Le fétichisme : une déviation sexuelle mineure

Loin d’être considéré comme un trouble psychologique, le fétichisme est plutôt vu comme un phénomène de mode depuis le XXe siècle. Un traitement s’annonce nécessaire lorsque le fétichiste adopte un comportement anormal dans la société.

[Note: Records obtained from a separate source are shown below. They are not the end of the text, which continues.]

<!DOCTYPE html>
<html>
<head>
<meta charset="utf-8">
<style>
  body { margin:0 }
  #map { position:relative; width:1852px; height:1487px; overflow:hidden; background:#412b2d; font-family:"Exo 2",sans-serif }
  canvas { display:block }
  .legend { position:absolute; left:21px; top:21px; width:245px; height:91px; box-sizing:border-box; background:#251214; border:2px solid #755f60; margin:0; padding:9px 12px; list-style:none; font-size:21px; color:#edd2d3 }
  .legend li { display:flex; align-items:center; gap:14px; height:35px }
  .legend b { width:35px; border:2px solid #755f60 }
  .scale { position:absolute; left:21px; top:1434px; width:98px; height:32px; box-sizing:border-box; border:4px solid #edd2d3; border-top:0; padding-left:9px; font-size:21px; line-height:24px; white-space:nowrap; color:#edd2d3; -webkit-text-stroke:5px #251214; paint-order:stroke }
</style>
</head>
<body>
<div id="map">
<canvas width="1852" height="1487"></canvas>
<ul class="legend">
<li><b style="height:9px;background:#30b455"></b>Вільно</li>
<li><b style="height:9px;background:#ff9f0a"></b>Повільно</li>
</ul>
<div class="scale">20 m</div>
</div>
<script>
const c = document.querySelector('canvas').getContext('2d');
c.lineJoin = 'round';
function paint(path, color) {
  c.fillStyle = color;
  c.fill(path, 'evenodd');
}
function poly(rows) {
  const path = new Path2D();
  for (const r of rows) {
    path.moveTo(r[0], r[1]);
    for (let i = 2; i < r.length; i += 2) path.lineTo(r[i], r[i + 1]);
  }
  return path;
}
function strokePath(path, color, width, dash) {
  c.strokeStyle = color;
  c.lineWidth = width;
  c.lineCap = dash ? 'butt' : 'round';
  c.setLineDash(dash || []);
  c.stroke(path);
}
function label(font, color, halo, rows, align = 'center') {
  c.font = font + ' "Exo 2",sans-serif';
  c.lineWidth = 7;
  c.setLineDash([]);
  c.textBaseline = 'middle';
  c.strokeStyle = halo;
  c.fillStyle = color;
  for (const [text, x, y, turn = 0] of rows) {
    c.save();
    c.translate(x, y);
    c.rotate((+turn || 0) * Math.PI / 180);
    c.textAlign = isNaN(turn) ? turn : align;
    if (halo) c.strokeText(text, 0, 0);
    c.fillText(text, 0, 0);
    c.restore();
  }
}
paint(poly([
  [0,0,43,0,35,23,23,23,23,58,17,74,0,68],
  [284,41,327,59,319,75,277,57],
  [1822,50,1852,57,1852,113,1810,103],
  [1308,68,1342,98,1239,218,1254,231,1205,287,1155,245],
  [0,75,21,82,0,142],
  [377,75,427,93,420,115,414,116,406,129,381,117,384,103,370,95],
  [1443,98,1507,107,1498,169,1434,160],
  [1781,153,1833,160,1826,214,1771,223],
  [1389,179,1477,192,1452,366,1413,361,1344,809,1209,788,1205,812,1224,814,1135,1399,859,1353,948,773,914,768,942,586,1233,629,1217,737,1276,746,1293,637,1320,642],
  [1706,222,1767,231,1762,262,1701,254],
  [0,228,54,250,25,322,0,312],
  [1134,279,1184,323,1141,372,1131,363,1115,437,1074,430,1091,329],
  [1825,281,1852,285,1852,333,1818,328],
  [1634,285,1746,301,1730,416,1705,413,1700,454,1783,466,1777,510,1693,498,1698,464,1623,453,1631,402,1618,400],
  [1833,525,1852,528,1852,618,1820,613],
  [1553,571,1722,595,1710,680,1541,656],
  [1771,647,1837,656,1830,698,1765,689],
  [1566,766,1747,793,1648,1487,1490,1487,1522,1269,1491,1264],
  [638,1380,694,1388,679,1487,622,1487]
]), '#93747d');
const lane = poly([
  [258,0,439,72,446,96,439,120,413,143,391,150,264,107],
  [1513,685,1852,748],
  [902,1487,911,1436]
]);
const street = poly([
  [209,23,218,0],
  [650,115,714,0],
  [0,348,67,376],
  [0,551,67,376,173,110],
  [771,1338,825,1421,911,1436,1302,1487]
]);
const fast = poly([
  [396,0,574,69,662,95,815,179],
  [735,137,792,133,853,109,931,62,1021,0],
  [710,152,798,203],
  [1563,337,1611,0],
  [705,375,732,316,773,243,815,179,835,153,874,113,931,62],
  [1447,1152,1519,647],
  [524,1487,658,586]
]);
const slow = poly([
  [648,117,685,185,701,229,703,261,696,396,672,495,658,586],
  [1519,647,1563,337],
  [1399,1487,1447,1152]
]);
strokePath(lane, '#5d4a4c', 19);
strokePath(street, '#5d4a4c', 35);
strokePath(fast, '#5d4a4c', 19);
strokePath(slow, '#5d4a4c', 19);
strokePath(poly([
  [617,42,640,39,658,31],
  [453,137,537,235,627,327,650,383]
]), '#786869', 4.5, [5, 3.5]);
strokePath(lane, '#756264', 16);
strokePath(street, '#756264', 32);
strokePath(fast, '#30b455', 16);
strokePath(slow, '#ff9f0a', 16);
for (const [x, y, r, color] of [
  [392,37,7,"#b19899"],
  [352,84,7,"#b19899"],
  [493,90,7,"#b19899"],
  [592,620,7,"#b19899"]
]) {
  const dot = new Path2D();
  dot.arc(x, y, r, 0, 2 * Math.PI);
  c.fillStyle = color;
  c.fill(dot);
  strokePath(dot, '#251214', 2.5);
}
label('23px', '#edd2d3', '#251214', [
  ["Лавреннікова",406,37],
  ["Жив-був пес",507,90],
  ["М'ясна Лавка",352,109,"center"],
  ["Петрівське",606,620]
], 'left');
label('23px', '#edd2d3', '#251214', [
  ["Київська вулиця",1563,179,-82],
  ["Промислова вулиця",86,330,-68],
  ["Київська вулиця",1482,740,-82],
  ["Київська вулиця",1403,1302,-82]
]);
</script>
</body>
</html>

Le fétichisme : de quoi s’agit-il ?

Le fétichisme, appelé aussi fétichisme sexuel, se définit en psychologie et en sexologie comme l’assouvissement des désirs sexuels via des objets ou certaines parties du corps. Pour le fétichiste, un objet ou une partie du corps est à même de se substituer à l’organe sexuel du partenaire. Avant Sigmund Freud, Alfred Binet est un des premiers à avoir utilisé ce terme dans un sens sexologique au XIXe siècle. Le fétichisme peut porter sur des objets comme les gants, les talons aiguilles ou encore le fouet. Il peut aussi concerner une partie du corps comme les seins et les pieds. Il peut encore porter sur des matières à l’instar du latex, de la résille ou du cuir.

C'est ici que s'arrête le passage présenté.